The character of Amir is an escaped prisoner. He’s obviously been experimented on by the Klum. Can you tell me a little about him?
[The Gone World author] Thomas Sweterlitsch came up with this idea. The experimentation we see on Amir is the Klum trying to find out what this top-tier species sees in humanity: why are humans worthy of attention, but not the Klum? Amir wasn’t killed, and the experimentation gives him an eye into how the Klum see the world. I have ideas where his character goes, but we just have to see if the audience gets behind us in order for us to tell more of these stories.
So you see this as one small episode in a much larger story.

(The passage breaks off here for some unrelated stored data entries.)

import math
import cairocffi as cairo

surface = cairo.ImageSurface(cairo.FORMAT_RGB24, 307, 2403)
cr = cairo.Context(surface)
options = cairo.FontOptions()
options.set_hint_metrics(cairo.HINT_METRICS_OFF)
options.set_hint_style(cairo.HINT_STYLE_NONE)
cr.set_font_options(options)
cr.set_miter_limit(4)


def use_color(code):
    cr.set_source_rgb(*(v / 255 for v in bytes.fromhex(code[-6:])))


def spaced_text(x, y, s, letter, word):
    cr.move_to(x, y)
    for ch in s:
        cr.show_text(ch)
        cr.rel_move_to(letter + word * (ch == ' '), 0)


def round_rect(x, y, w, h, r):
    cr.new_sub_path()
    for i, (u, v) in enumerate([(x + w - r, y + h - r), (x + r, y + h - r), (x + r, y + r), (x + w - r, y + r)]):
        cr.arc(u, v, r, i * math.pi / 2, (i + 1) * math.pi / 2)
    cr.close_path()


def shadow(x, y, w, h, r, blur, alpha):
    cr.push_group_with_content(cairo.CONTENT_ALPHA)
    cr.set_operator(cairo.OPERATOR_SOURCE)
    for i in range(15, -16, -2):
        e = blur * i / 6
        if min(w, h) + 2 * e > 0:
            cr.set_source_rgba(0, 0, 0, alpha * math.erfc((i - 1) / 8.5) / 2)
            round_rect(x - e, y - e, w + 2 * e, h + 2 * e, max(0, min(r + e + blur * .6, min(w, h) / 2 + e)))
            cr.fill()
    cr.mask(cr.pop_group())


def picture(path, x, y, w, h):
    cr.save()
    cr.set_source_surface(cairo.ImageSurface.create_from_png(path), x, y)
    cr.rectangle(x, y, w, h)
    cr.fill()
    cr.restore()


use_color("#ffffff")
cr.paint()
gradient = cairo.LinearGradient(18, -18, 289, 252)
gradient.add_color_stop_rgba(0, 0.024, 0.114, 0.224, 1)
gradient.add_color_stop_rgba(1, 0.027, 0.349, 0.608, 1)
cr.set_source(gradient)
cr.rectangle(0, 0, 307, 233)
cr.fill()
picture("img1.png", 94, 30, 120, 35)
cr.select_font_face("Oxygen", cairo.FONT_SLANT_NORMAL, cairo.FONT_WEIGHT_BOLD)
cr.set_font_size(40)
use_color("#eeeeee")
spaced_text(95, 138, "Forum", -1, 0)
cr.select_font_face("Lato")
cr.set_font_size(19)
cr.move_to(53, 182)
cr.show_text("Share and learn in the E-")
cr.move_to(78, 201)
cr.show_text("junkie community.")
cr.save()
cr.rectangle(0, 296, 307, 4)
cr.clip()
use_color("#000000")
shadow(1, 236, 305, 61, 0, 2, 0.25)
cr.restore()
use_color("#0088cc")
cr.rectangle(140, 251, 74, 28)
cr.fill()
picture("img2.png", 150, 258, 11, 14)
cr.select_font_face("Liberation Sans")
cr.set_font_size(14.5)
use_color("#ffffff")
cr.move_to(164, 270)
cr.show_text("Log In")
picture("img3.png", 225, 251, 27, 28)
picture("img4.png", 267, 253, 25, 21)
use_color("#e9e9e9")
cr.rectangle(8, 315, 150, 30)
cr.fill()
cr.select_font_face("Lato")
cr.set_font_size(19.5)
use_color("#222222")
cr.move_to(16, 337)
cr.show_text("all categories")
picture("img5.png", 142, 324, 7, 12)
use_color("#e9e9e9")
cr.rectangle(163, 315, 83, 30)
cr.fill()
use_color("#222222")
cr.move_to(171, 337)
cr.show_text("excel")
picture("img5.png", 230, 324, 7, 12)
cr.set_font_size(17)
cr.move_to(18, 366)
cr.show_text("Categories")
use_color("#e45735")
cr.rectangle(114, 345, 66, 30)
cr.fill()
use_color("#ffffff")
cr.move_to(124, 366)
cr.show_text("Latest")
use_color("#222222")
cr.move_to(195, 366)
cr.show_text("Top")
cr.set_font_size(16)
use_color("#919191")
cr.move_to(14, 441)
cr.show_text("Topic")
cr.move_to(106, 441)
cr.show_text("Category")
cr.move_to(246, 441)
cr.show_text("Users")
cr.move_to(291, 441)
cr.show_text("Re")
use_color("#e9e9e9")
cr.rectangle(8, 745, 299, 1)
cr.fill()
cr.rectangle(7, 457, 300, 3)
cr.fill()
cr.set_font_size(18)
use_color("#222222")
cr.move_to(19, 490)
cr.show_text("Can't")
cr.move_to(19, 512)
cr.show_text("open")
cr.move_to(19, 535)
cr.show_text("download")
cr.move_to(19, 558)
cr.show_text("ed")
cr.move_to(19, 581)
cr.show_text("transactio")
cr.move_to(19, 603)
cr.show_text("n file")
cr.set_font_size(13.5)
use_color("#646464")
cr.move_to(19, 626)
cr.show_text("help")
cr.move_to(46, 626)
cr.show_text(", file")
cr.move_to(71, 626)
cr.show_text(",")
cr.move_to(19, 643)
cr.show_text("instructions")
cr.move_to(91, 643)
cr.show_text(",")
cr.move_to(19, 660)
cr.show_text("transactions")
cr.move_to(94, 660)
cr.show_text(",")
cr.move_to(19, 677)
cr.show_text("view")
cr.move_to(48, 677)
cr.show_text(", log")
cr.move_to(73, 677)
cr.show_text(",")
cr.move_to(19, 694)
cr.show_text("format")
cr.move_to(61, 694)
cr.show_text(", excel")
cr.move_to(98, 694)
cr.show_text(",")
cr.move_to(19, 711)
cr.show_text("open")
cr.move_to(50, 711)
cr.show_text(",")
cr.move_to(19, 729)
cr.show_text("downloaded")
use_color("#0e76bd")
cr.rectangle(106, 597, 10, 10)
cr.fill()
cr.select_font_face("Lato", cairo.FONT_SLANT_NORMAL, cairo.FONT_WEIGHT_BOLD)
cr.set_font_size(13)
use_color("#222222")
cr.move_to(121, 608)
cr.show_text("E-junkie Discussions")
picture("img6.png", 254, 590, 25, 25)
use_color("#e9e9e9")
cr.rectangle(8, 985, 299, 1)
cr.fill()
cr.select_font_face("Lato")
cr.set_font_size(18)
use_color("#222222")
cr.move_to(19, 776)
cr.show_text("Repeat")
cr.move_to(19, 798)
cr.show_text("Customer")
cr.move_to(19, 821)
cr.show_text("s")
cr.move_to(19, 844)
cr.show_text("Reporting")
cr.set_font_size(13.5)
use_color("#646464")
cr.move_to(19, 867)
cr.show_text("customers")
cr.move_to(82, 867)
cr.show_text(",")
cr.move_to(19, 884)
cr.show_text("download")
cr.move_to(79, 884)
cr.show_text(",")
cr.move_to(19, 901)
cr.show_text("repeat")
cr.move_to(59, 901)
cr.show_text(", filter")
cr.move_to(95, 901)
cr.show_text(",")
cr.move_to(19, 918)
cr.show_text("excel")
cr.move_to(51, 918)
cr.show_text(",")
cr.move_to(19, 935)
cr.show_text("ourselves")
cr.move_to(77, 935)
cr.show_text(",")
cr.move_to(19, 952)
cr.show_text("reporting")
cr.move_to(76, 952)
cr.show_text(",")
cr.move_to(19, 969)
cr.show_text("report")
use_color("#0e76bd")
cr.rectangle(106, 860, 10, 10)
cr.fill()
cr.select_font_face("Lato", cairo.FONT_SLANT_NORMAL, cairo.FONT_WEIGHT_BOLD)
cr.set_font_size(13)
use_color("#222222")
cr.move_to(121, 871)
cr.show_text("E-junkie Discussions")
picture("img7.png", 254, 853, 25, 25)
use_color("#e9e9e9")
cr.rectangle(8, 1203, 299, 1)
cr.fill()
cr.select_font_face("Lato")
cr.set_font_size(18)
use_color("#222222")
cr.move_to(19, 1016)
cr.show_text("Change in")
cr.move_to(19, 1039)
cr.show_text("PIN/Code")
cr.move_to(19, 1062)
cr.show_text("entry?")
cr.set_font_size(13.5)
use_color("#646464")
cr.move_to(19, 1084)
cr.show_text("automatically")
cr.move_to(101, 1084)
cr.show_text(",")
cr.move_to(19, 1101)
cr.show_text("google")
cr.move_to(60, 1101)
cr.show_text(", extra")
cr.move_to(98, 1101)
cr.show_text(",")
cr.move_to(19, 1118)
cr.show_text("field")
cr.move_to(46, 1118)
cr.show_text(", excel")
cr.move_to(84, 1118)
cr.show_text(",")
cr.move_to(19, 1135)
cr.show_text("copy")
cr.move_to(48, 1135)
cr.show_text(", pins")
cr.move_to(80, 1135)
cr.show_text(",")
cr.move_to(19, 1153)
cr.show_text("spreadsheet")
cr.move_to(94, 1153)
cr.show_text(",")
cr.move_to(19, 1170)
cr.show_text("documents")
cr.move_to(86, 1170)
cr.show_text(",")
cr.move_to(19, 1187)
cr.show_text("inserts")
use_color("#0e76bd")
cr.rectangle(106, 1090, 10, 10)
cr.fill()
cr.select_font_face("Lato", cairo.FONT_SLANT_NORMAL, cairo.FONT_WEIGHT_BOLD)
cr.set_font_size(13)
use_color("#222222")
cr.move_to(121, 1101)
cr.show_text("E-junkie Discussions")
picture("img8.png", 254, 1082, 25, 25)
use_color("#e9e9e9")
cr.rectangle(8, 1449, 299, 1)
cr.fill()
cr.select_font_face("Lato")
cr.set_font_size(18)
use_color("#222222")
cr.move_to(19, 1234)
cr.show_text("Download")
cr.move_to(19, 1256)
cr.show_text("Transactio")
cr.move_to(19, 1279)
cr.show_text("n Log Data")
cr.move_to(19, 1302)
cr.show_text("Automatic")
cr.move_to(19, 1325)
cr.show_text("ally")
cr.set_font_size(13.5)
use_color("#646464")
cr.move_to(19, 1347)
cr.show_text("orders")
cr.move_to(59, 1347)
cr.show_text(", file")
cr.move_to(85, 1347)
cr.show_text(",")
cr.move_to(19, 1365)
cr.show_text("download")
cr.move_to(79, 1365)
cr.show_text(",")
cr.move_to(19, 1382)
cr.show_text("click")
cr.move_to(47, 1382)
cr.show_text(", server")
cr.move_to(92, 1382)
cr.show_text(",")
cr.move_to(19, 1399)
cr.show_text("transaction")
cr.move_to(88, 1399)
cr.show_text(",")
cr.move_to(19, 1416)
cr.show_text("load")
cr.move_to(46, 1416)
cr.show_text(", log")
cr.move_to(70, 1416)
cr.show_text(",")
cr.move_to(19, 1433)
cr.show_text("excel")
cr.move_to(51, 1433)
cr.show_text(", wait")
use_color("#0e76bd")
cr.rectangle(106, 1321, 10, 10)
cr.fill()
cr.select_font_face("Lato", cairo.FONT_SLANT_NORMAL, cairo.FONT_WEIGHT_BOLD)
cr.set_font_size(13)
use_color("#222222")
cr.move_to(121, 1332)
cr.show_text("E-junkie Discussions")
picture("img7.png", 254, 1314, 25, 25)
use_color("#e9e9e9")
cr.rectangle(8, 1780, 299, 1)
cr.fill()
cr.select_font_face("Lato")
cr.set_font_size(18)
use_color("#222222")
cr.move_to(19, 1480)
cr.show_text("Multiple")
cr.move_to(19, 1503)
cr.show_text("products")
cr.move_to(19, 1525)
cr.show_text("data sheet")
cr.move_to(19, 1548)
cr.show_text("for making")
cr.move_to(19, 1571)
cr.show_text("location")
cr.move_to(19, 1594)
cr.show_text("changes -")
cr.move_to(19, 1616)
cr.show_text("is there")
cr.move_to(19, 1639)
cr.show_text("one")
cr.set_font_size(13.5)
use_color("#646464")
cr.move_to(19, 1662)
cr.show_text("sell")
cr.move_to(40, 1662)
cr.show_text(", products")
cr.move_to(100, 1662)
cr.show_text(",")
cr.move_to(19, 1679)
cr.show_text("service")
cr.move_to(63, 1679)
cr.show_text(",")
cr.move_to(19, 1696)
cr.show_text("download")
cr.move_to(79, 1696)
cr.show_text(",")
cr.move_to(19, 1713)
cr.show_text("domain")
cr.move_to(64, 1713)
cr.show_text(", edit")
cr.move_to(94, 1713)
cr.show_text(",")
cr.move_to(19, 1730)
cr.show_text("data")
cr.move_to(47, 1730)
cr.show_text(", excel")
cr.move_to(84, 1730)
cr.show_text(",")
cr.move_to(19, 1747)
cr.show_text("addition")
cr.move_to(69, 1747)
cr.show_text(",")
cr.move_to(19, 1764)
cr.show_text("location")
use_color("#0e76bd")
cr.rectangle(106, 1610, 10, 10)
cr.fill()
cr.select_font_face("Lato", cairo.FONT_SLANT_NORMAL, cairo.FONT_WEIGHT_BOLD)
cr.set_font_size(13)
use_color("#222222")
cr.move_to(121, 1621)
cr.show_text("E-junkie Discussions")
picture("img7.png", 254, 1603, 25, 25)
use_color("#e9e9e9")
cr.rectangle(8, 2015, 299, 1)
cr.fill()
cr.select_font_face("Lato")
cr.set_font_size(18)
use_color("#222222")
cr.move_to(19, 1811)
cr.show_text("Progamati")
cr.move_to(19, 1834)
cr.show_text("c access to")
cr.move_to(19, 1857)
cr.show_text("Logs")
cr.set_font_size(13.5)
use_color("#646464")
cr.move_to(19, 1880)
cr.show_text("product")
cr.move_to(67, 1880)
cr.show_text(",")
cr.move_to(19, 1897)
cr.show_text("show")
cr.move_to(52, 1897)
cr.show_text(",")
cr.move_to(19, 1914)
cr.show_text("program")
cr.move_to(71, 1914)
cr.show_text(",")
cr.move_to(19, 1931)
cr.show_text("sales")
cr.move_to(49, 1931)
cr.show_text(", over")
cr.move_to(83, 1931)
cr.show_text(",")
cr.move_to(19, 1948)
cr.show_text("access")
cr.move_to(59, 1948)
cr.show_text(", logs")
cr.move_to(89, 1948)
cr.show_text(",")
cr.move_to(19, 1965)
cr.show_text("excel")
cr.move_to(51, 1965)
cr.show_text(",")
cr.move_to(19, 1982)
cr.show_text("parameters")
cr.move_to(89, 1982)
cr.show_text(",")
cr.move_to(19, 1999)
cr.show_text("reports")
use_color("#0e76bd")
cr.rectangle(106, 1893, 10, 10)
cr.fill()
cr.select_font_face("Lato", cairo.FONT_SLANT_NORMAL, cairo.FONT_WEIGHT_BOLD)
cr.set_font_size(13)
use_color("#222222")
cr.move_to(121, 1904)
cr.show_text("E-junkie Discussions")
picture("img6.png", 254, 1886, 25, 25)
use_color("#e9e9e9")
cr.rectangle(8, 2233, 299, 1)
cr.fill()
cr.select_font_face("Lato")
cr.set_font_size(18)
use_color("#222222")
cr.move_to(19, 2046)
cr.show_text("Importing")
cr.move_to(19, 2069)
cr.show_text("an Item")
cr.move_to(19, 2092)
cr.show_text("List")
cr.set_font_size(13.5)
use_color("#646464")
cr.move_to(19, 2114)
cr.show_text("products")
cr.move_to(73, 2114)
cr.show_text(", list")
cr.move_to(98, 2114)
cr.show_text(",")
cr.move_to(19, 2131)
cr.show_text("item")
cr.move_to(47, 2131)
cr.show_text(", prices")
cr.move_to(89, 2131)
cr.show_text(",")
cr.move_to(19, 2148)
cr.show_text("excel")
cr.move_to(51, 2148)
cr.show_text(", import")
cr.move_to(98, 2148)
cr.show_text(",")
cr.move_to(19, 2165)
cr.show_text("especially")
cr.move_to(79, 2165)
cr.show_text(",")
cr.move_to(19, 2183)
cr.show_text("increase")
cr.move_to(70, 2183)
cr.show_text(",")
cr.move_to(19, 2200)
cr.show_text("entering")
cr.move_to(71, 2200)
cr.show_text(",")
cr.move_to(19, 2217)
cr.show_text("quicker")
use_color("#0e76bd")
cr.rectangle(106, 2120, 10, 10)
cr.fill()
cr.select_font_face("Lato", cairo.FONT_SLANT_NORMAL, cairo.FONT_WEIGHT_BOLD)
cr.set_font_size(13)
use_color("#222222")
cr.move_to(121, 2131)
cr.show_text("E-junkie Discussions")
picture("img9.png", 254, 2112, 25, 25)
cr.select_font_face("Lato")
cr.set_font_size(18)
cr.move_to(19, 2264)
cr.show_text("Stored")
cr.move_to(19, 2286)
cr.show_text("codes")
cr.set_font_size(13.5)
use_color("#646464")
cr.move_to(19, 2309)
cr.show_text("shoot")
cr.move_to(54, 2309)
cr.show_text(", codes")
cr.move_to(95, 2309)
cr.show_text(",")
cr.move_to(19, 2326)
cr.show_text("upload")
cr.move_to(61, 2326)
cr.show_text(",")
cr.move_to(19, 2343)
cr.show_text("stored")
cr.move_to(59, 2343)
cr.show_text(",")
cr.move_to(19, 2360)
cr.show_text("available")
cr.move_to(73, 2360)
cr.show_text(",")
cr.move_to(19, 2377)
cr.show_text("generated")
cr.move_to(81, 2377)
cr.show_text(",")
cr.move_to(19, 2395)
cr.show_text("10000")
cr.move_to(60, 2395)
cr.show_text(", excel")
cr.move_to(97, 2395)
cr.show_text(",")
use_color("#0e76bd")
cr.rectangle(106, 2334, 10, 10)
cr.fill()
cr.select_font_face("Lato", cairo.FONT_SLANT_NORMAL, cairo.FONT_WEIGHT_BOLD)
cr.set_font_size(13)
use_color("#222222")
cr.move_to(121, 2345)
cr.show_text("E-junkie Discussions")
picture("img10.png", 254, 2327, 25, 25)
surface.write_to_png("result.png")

Yes. We don’t know what form that story will take. Rakka feels like it could almost be more of an episodic thing, because there’s a lot of avenues to explore. The footage is too unconventional and weird [for a mainstream feature], and the audience has to think of the footage as a snapshot into the window of this world.
It’s the same for the film we’re going to release in a couple of weeks. When the audience understands that this isn’t the complete, final story, and they choose to get behind us financially, we can then figure out if this is an episodic thing, or if it’s one big feature film. There are other ideas that we have in Volume 1, and some that will be in Volume 2, that are explicitly feature films.
These stories aren’t pre-determined: they don’t have to be HBO-style, 60-minute episodes. They can be multiple 20-minute pieces, you can have a five-minute window into a character with just one scene, or you can have a two-hour piece somewhere else.
It felt to me like you have the right amount of material for a future film with Rakka. You have the big set pieces that could then be connected with a much more complete story.
I’ve always thought of Rakka as much more in the camp of Star Trek or something, where you have a lot of interesting things to explore, rather than a movie. You could make a feature, but I think it’s more interesting for it to be more of a long term, episodic format.
But if you had someone like 20th Century Fox come up and say that they wanted to do business, is that something you would be receptive to?
We would be receptive if our main goal failed. If you feel like you want to get behind it, go to Steam, buy the film instead of watching it for free. If you like what you see, the only way for us to make more is for you to give us cash to fuel the next round of stuff.
If that fails — which it probably stands a greater chance of failing than working — than a traditional approach to realizing some of the ideas is very much on the table. But it’s not a goal. I could have just written Rakka, and went to Hollywood. I don’t want to do that. I want to test this model and see if anyone in the world will get behind us.